Note that we are using a data file that has already been explored and modified to remove outliers. Read the introduction to the model to see where to find the original data file and explanation on data exploration

MODEL

Our aim is to Standardise pikeperch gillnet catch (kg) as a function of effort, station, years and months within years. We want to get a standardised time series of abundance. For that we will apply (Bayesian) INLA model for time-series analysis with a random walk model of order 1 (rw1). This model has 2 residual components, trend due to time (year) and pure noise

Fit increasingly complex models

We start with an intercept only model. Catch is modelled as a function of year, whereas ‘rw1’ part imposes a temporal trend. We fit a gamma distribution using INLA. A gamma distribution is strictly positive (no zeros) and skewed (like our catch data)

# Create a formula
f1 <- Catch ~ + f(Year, model = "rw1")

#fit a model
I1 <- inla(f1, 
           control.compute = list(dic = TRUE), #estimate dic for model comparison
           family = "Gamma",
           data = zan)

# Plot the time(year) trend
Yearsm <- I1$summary.random$Year
Fit1   <- I1$summary.fitted.values[,"mean"]

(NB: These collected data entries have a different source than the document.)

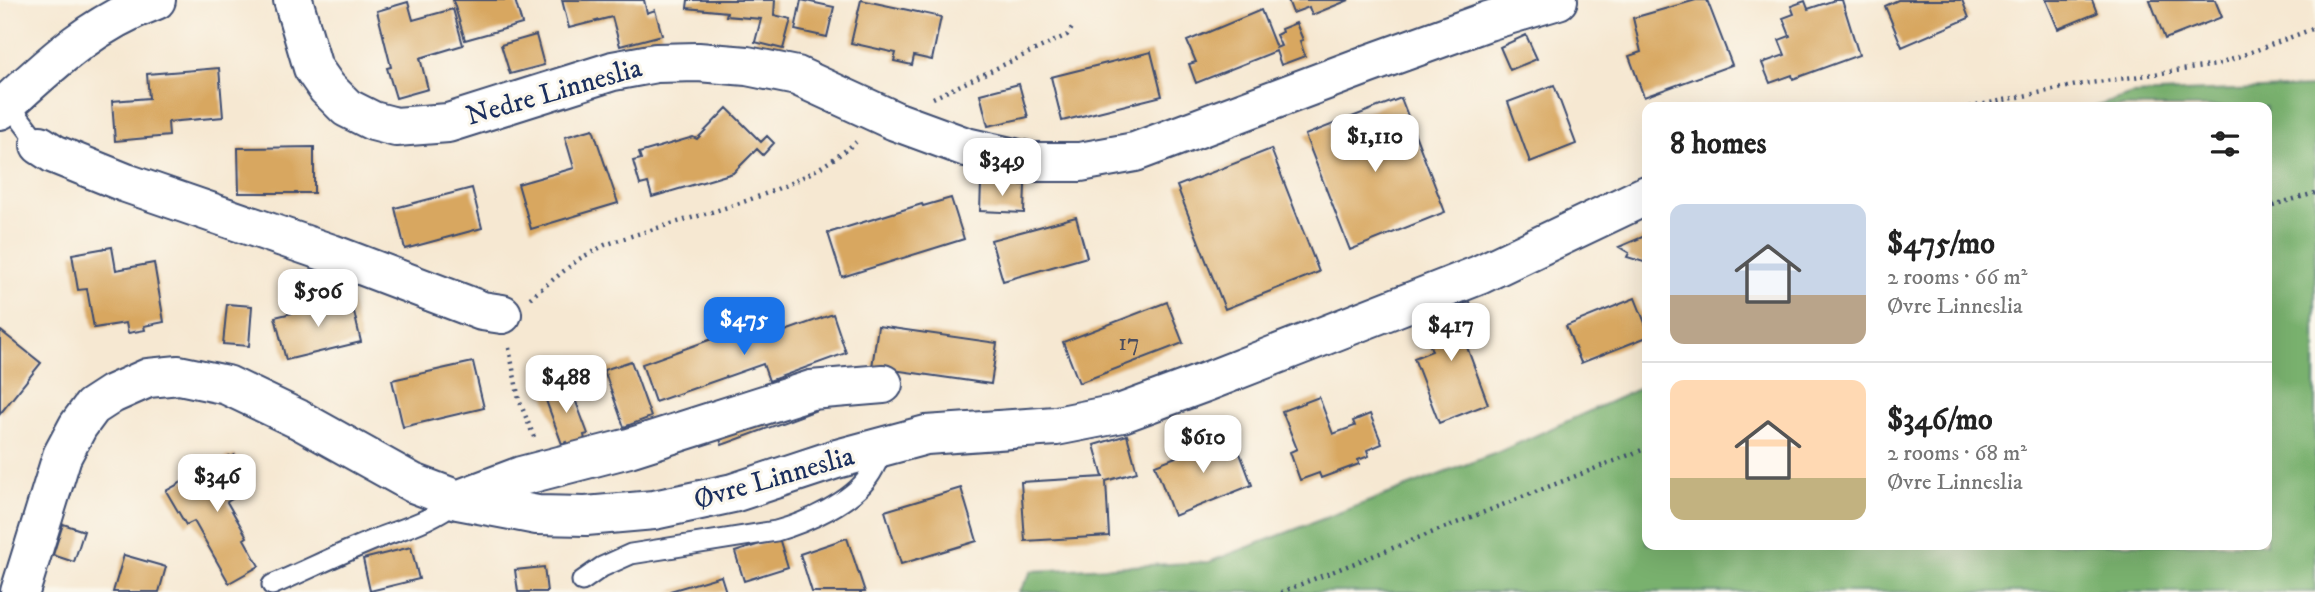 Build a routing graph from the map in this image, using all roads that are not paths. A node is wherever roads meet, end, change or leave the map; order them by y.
1 (156, 0) edge
2 (293, 0) edge
3 (1558, 0) edge
4 (4, 106) edge
5 (40, 145) joint
6 (1642, 197) edge
7 (502, 314) road end
8 (883, 384) dead end
9 (885, 446) junction
10 (458, 500) junction
11 (582, 581) dead end
12 (272, 585) dead end
13 (20, 592) edge

1 - 4 street
2 - 3 street, Nedre Linneslia
4 - 5 lane
5 - 7 street
6 - 9 street, Øvre Linneslia
8 - 10 street
9 - 10 street, Øvre Linneslia
9 - 11 lane
10 - 12 lane
10 - 13 street, Øvre Linneslia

par(mfrow = c(1,1), mar = c(5,5,2,2), cex.lab = 1.5)
plot(Yearsm[,1:2], type='l',
     xlab = 'Year', 
     ylab = 'Random walk trend',
     ylim = c(-1, 1))
abline(h=0, lty=3)
lines(Yearsm[, c(1, 4)], lty=2)
lines(Yearsm[, c(1, 6)], lty=2)

The result above shows that if we only look at one trend, we see decreasing catches through time. But effort also might have changed, so we need to include effort in the model.

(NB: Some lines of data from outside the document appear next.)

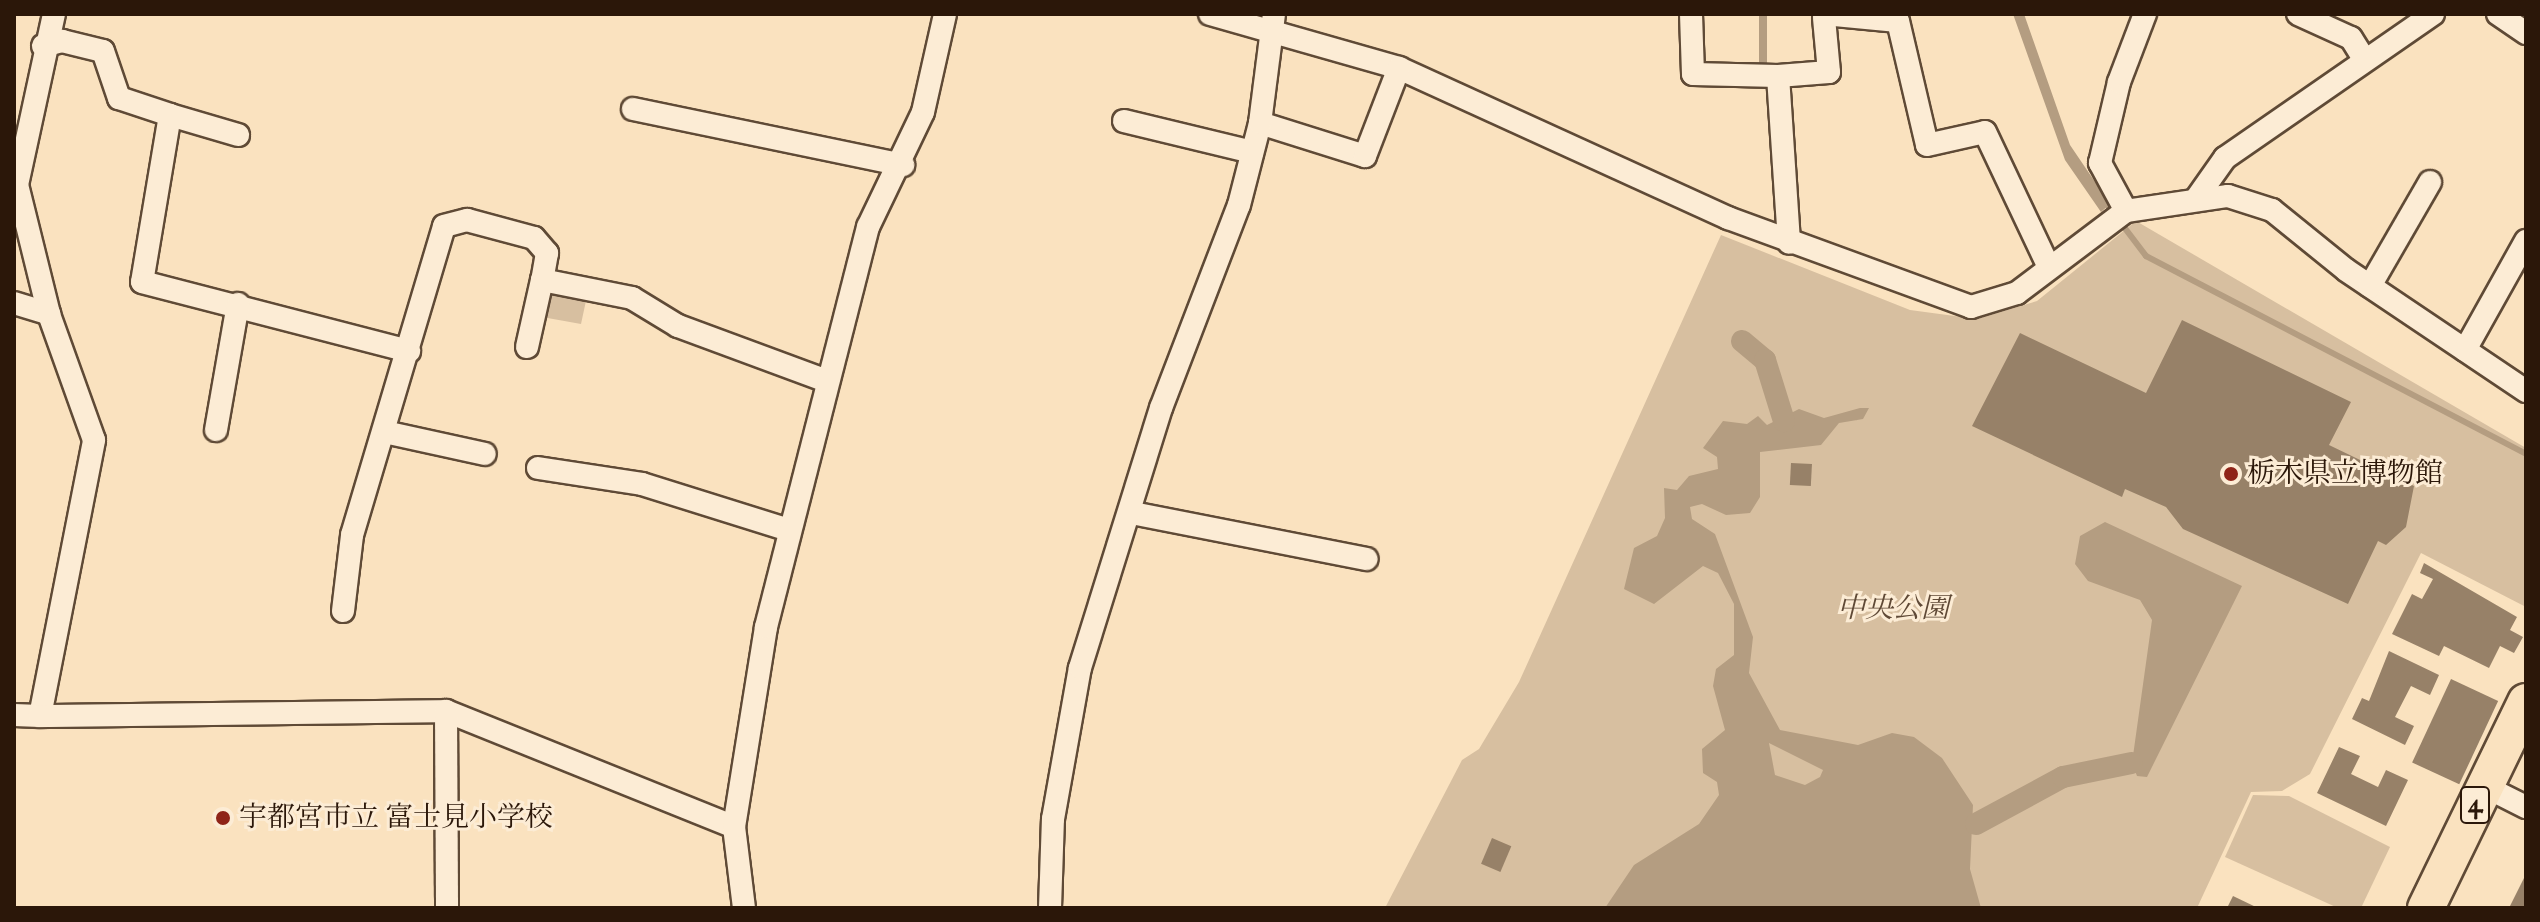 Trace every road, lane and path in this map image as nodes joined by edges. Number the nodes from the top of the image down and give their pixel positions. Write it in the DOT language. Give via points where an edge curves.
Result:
graph roads {
  1 [pos="54,14"];
  2 [pos="945,14"];
  3 [pos="1210,14"];
  4 [pos="1691,14"];
  5 [pos="2145,14"];
  6 [pos="2298,14"];
  7 [pos="2431,14"];
  8 [pos="2498,14"];
  9 [pos="1824,16"];
  10 [pos="1904,18"];
  11 [pos="1272,23"];
  12 [pos="2526,33"];
  13 [pos="43,46"];
  14 [pos="2365,60"];
  15 [pos="1399,68"];
  16 [pos="1778,76"];
  17 [pos="633,109"];
  18 [pos="170,115"];
  19 [pos="1124,121"];
  20 [pos="1260,123"];
  21 [pos="238,135"];
  22 [pos="1252,152"];
  23 [pos="903,165"];
  24 [pos="2430,182"];
  25 [pos="16,185"];
  26 [pos="2196,199"];
  27 [pos="2126,211"];
  28 [pos="2526,241"];
  29 [pos="1789,243"];
  30 [pos="2048,265"];
  31 [pos="542,280"];
  32 [pos="2370,286"];
  33 [pos="14,303"];
  34 [pos="238,304"];
  35 [pos="49,314"];
  36 [pos="527,347"];
  37 [pos="2465,350"];
  38 [pos="409,351"];
  39 [pos="824,380"];
  40 [pos="2526,391"];
  41 [pos="216,430"];
  42 [pos="385,432"];
  43 [pos="485,454"];
  44 [pos="538,468"];
  45 [pos="1132,513"];
  46 [pos="789,530"];
  47 [pos="1367,559"];
  48 [pos="343,611"];
  49 [pos="2526,702"];
  50 [pos="446,711"];
  51 [pos="14,715"];
  52 [pos="40,716"];
  53 [pos="2526,756"];
  54 [pos="2505,797"];
  55 [pos="734,827"];
  56 [pos="447,908"];
  57 [pos="744,908"];
  58 [pos="1050,908"];
  59 [pos="2426,908"];
  60 [pos="2454,908"];
  1 -- 13 [label="street"];
  2 -- 23 [label="street"];
  3 -- 11 [label="street"];
  4 -- 16 [label="street" via="1693,74"];
  5 -- 27 [label="street" via="2119,82 2100,163"];
  6 -- 14 [label="street" via="2351,38"];
  7 -- 14 [label="street"];
  8 -- 12 [label="street"];
  9 -- 10 [label="street"];
  9 -- 16 [label="street" via="1829,72"];
  10 -- 30 [label="street" via="1927,145 1985,132"];
  11 -- 15 [label="street"];
  11 -- 20 [label="street"];
  13 -- 18 [label="street" via="62,41 103,51 119,98"];
  13 -- 25 [label="street"];
  14 -- 26 [label="street" via="2225,158"];
  15 -- 20 [label="street" via="1365,156"];
  15 -- 29 [label="street"];
  16 -- 29 [label="street"];
  17 -- 23 [label="street"];
  18 -- 21 [label="street"];
  18 -- 34 [label="street" via="142,282"];
  19 -- 22 [label="street"];
  20 -- 22 [label="street"];
  22 -- 45 [label="street" via="1161,408"];
  23 -- 39 [label="street" via="868,227"];
  24 -- 32 [label="street"];
  25 -- 35 [label="street"];
  26 -- 27 [label="street"];
  26 -- 32 [label="street" via="2228,196 2272,210"];
  27 -- 30 [label="street"];
  28 -- 37 [label="street"];
  29 -- 30 [label="street" via="1971,307 2017,293"];
  31 -- 36 [label="street"];
  31 -- 38 [label="street" via="547,253 534,238 467,220 444,226"];
  31 -- 39 [label="street" via="632,298 678,326"];
  32 -- 37 [label="street"];
  33 -- 35 [label="street"];
  34 -- 38 [label="street" via="306,320 338,338"];
  34 -- 41 [label="street"];
  35 -- 52 [label="street" via="94,440"];
  37 -- 40 [label="street"];
  38 -- 42 [label="street"];
  39 -- 46 [label="street"];
  42 -- 43 [label="street"];
  42 -- 48 [label="street" via="352,535"];
  44 -- 46 [label="street" via="642,484"];
  45 -- 47 [label="street"];
  45 -- 58 [label="street" via="1065,735"];
  46 -- 55 [label="street" via="756,674"];
  49 -- 54 [label="main road, 4"];
  50 -- 52 [label="street"];
  50 -- 55 [label="street"];
  50 -- 56 [label="street"];
  51 -- 52 [label="street"];
  53 -- 54 [label="main road, 4"];
  54 -- 59 [label="main road, 4"];
  54 -- 60 [label="main road, 4"];
  55 -- 57 [label="street"];
}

#create a formula with effort
f2 <- Catch ~ Effort + f(Year, model = "rw1")

#fit a model
I2 <- inla(f2, 
           control.compute = list(dic = TRUE),
           family = "Gamma",
           data = zan)
#compare two models using a criterion similar to AIC
round(I1$dic$dic,0) #4179

## [1] 4179

round(I2$dic$dic,0) #3532 <- including Effort improves fit

## [1] 3532

#And plot the trend 
Yearsm <- I2$summary.random$Year
plot(Yearsm[,1:2], type='l',
     xlab = 'Year', 
     ylab = 'Random walk trend',
     ylim = c(-0.2, 0.2) )
abline(h=0, lty=3)
lines(Yearsm[, c(1, 4)], lty=2)
lines(Yearsm[, c(1, 6)], lty=2)

Now the trend is clearly different. This is because we are not including effort in the model, which is important. However, we also need to account for potentially different trends across months. So now we will nest month within a year

#create a formula
f3 <- Catch ~ Effort + 
  f(Year, 
    model = "rw1") +
  f(Mon, 
    model = "rw1", cyclic = TRUE)  

#fit the model
I3 <- inla(f3, 
           control.predictor = list(compute = TRUE),
           control.compute = list(dic = TRUE),
           family = "gamma",
           data = zan)

#compare with the previous model 
round(I2$dic$dic,0) #3525

## [1] 3532

round(I3$dic$dic,0) #3203 <- including month improves fit

## [1] 3203

#plot the trend, but this time we plot it for years and months
Fit3 <- I3$summary.fitted.values[,"mean"]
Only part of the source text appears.